Microstates represent electroencephalographic (EEG) activity as a sequence of switching, transient, metastable states. Growing evidence suggests the useful information on brain states is to be found in the higher-order temporal structure of these sequences. Instead of focusing on transition probabilities, here we propose "Microsynt", a method designed to highlight higher-order interactions that form a preliminary step towards understanding the syntax of microstate sequences of any length and complexity. Microsynt extracts an optimal vocabulary of "words" based on the length and complexity of the full sequence of microstates. Words are then sorted into classes of entropy and their representativeness within each class is statistically compared with surrogate and theoretical vocabularies. We applied the method on EEG data previously collected from healthy subjects undergoing propofol anesthesia, and compared their "fully awake" (BASE) and "fully unconscious" (DEEP) conditions. Results show that microstate sequences, even at rest, are not random but tend to behave in a more predictable way, favoring simpler sub-sequences, or "words". Contrary to high-entropy words, lowest-entropy binary microstate loops are prominent and favored on average 10 times more than what is theoretically expected. Progressing from BASE to DEEP, the representation of low-entropy words increases while that of high-entropy words decreases. During the awake state, sequences of microstates tend to be attracted towards "A - B - C" microstate hubs, and most prominently A - B binary loops. Conversely, with full unconsciousness, sequences of microstates are attracted towards "C - D - E" hubs, and most prominently C - E binary loops, confirming the putative relation of microstates A and B to externally-oriented cognitive processes and microstate C and E to internally-generated mental activity.

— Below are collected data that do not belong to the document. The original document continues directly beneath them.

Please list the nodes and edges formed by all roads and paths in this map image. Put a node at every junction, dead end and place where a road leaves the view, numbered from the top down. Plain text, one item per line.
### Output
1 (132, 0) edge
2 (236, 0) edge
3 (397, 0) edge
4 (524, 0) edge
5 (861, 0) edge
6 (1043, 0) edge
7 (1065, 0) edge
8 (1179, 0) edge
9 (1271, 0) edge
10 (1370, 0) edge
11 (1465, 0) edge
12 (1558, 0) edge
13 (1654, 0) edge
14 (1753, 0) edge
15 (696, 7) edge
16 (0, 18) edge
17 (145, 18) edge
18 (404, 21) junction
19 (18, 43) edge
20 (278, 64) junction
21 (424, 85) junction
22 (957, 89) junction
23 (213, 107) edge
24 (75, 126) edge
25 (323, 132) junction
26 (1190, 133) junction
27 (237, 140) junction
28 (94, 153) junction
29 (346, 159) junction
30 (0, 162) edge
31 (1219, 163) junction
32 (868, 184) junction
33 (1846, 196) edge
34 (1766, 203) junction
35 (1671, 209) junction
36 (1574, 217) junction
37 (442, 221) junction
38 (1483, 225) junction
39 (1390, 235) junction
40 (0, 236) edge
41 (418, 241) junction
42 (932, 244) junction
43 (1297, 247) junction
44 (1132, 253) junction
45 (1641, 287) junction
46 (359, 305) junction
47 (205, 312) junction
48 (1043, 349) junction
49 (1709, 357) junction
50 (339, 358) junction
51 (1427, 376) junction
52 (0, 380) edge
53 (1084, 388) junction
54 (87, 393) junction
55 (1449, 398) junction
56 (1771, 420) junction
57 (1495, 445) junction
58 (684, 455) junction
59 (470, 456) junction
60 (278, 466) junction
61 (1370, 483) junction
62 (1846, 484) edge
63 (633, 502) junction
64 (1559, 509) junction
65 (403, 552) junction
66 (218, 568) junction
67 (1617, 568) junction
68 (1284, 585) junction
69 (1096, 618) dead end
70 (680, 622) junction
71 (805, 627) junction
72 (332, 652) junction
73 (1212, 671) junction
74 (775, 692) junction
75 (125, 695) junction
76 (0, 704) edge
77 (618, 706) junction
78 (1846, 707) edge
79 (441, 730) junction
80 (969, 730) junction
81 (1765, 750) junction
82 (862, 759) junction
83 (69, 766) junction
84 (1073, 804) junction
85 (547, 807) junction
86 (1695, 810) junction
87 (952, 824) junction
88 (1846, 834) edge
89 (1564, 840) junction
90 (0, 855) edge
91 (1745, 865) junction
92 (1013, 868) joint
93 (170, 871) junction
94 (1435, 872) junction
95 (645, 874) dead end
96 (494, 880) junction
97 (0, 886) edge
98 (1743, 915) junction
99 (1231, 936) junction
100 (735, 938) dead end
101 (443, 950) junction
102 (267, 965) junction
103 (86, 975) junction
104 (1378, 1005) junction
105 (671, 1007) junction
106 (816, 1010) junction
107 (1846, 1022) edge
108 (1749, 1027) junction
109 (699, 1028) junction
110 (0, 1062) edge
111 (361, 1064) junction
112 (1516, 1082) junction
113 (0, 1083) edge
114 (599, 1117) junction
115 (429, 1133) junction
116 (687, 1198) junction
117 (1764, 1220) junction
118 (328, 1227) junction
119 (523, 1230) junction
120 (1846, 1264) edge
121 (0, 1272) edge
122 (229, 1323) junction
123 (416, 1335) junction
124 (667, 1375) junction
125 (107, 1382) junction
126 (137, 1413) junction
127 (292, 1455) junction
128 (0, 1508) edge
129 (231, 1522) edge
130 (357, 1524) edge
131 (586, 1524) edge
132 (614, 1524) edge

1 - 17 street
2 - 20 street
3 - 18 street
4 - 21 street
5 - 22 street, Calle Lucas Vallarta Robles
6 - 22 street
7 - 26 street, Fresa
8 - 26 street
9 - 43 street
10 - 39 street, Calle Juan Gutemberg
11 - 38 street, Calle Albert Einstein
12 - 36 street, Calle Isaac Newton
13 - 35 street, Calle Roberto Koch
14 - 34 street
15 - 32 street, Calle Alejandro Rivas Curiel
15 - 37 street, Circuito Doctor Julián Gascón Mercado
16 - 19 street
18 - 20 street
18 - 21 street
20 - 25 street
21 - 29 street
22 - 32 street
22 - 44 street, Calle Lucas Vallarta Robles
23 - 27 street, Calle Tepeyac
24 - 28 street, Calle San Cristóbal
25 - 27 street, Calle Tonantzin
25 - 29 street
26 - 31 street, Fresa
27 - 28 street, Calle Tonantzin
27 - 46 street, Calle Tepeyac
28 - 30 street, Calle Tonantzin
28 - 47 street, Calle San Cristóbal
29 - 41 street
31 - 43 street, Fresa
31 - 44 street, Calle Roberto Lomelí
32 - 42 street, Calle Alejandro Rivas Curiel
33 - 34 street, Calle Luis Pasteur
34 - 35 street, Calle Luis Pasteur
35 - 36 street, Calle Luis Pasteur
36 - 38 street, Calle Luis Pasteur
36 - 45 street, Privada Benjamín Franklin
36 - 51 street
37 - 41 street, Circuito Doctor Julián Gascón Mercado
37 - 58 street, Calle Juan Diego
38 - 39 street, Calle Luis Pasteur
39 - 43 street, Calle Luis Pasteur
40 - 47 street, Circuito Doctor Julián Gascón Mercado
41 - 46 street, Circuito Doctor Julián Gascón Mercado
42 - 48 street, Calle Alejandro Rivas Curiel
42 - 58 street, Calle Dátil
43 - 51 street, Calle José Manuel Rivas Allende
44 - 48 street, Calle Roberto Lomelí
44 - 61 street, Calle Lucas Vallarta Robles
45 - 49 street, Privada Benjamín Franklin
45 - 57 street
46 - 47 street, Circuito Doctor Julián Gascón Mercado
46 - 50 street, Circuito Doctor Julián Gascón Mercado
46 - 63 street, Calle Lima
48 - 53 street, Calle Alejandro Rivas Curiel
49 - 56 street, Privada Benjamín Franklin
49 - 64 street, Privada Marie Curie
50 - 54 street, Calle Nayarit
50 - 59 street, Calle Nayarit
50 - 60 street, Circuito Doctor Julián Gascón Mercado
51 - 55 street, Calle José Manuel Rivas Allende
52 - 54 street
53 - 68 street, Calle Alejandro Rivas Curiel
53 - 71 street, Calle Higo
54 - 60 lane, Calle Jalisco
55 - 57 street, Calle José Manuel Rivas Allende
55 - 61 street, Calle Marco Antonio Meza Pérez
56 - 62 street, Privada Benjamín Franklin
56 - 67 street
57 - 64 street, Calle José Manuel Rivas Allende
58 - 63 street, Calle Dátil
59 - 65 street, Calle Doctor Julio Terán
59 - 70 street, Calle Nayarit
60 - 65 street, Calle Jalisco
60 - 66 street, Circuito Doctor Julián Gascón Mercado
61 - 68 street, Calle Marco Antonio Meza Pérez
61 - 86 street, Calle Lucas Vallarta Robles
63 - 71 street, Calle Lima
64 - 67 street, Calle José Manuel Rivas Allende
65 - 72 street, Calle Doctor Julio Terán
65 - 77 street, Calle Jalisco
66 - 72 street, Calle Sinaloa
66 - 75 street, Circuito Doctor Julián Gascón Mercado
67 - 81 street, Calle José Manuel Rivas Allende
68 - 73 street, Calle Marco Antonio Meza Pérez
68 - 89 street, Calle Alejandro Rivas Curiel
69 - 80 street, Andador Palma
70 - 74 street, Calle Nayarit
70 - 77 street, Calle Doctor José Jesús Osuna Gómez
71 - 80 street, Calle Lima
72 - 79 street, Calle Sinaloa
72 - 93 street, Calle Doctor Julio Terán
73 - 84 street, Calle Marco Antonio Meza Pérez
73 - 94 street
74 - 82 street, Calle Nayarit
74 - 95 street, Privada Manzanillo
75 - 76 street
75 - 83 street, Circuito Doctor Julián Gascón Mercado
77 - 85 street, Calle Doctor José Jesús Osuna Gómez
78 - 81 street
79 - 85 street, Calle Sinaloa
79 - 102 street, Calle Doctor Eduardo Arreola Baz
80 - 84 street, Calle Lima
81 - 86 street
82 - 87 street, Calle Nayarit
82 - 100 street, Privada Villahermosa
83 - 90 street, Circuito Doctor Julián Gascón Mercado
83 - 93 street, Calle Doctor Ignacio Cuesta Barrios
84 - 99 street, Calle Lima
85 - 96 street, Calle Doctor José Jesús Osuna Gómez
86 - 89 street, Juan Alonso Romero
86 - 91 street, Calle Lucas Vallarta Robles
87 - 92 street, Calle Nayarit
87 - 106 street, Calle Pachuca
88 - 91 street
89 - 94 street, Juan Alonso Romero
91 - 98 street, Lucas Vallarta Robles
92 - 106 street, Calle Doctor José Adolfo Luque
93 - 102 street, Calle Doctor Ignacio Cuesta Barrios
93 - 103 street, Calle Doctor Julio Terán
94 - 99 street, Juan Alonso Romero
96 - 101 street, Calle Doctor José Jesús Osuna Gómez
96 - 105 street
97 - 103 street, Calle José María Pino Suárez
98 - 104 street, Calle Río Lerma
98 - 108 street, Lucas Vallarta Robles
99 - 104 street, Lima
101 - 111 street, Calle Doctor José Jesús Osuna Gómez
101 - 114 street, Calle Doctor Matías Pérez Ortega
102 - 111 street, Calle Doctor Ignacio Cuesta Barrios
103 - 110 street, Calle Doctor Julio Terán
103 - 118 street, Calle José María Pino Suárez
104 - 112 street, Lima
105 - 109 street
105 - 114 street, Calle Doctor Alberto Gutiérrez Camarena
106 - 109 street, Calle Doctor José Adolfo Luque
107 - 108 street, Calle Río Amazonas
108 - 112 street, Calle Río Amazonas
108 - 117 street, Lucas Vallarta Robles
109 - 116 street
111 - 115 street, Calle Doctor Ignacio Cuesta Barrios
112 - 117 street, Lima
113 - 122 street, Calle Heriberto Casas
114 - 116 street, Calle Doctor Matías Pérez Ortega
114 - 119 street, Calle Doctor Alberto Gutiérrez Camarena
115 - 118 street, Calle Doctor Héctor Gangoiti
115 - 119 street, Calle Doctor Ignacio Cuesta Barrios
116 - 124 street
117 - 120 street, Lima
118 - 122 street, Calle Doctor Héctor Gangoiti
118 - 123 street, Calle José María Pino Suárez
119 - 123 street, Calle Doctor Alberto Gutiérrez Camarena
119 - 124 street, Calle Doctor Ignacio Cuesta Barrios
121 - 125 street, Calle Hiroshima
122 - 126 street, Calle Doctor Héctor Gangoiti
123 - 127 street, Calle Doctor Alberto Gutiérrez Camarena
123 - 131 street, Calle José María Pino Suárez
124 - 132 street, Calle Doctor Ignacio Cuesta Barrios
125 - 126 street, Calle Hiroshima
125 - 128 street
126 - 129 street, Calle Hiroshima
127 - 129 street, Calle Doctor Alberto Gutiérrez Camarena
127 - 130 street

Microsynt can form a syntactic signature of microstate sequences that can be used to reliably differentiate two or more conditions.
微状态将脑电图 (EEG) 活动表示为一系列切换、瞬态、亚稳态。越来越多的证据表明,大脑状态的有用信息存在于这些序列的更高阶时间结构中。在这里,我们提出了“Microsynt”,一种方法,不是专注于转移概率,而是设计用于突出更高阶的相互作用,为理解任何长度和复杂度的微状态序列的语法迈出了初步的一步。Microsynt 根据微状态序列的长度和复杂度提取一个“单词”的最佳词汇。然后将单词按熵分类,并统计比较它们在每个类中的代表性与替代和理论词汇。我们将该方法应用于以前从接受异丙酚麻醉的健康受试者中收集的 EEG 数据,并比较了他们的“完全清醒”(BASE)和“完全无意识”(DEEP)状态。结果表明,微状态序列即使在休息时也不是随机的,而是倾向于以更可预测的方式表现,更倾向于简单的子序列或“单词”。与高熵单词相反,最低熵二进制微状态循环是突出的,平均比理论上预期的多 10 倍。从 BASE 到 DEEP,低熵单词的表示增加,而高熵单词的表示减少。在清醒状态下,微状态序列倾向于被“ A - B - C”微状态枢纽吸引,并且 A - B 二进制循环最为突出。相反,在完全无意识的情况下,微状态序列被“ C - D - E”枢纽吸引,并且 C - E 二进制循环最为突出,这证实了微状态 A 和 B 与外向认知过程的假定关系,以及微状态 C 和 E 与内部生成的心理活动的假定关系。Microsynt 可以形成微状态序列的句法特征,可用于可靠地区分两种或多种状态。